La vida cultural uigur actual también transcurre bajo graves restricciones políticas. Las grabaciones públicas permiten una escucha atenta sin menoscabar la autoridad de la comunidad, la vida privada ni la seguridad.
Sexta selección: Cui Jian plantea su argumento con una banda
Escuche Cui Jian — New Long March Rock (1989), empezando por «Nothing to My Name» y siguiendo con el tema que da título al álbum. La aspereza de la voz está organizada, no es accidental. La guitarra, el bajo, la batería, los teclados, los vientos y el ataque del habla confieren a la banda una presencia pública e inmediata. Un estribillo puede convocar la memoria colectiva mientras el arreglo continúa cambiando por debajo.
La historia de Cui Jian suele reducirse a una actuación de 1986 y al simbolismo político. Ese atajo hace desaparecer al músico. Se formó como trompetista, trabajó con bandas y siguió revisando su lenguaje de estudio en Red Eggs Under the Red Flag (1994), The Power of the Powerless (1998), Frozen Light (2015) y Flying Dog (2021). Compare los álbumes de 1989 y 1994. Cambian la densidad de la producción, el ritmo, la escritura para metales y la actitud vocal.
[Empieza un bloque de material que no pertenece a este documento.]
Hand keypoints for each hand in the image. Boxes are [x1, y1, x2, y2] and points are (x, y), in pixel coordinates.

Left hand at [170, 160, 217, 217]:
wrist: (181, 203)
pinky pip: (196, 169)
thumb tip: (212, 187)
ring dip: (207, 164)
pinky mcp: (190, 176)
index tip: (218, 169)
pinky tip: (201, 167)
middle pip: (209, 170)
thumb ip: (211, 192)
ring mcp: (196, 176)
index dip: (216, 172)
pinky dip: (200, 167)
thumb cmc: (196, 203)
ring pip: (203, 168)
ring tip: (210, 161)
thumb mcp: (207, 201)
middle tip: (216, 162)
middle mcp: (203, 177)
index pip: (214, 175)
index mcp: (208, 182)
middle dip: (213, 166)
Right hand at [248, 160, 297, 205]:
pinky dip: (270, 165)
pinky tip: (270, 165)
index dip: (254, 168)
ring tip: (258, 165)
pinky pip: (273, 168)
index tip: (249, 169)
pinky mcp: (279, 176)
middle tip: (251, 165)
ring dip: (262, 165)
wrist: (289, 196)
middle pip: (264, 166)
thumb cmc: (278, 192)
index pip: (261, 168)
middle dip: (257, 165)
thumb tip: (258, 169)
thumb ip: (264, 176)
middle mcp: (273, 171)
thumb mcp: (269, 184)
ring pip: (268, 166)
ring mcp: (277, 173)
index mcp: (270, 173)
Shijiazhuang, Wuhan, Chengdu, Xi'an, Shanghái, Guangzhou y otras ciudades desarrollaron bandas, espacios y condicionantes al margen del relato de Pekín. Cui Jian abre esa historia antes de que se amplíe el mapa.
Séptima selección: Yu Su hace audible la distancia
Yellow River Blue (2021) es un álbum electrónico de ocho pistas de Yu Su, productora nacida en Kaifeng y afincada en Vancouver. Comience por «Xiu» y siga con «Futuro» y «Melaleuca». La música trabaja con una profundidad cercana al dub, percusión de contornos suaves, pequeñas células melódicas y un espacio que se percibe diseñado, no vacío. Expresa una biografía sin convertir cada sonido en símbolo directo del origen.
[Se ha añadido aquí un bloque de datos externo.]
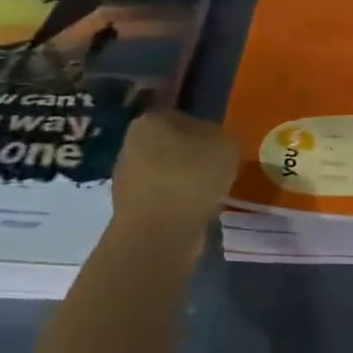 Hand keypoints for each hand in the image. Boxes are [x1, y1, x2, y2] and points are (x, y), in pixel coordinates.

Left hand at [111, 111, 239, 228]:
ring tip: (210, 198)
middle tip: (220, 174)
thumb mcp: (226, 145)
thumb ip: (224, 138)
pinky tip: (195, 215)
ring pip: (168, 175)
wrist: (159, 234)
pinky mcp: (130, 211)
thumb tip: (217, 146)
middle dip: (194, 159)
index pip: (185, 119)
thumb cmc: (191, 177)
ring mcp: (126, 180)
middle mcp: (131, 145)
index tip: (223, 151)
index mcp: (151, 121)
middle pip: (173, 147)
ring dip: (186, 185)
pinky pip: (163, 201)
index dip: (208, 134)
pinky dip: (179, 207)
El álbum se creó en varios lugares y produjo así su propio conjunto de espacios, equipos, colaboradores y recuerdos. Compárelo con Birdy Island (2021), del productor de Pekín Howie Lee, donde el color acústico, la voz procesada y la construcción electrónica forman un entorno imaginado más denso. Dos álbumes concretos revelan más que una etiqueta de escena.
Tras siete selecciones, el mapa permanece abierto a través de instrumentos, teatro, comunidades, historia discográfica, ciudades y una ruta de escucha en 32 paradas.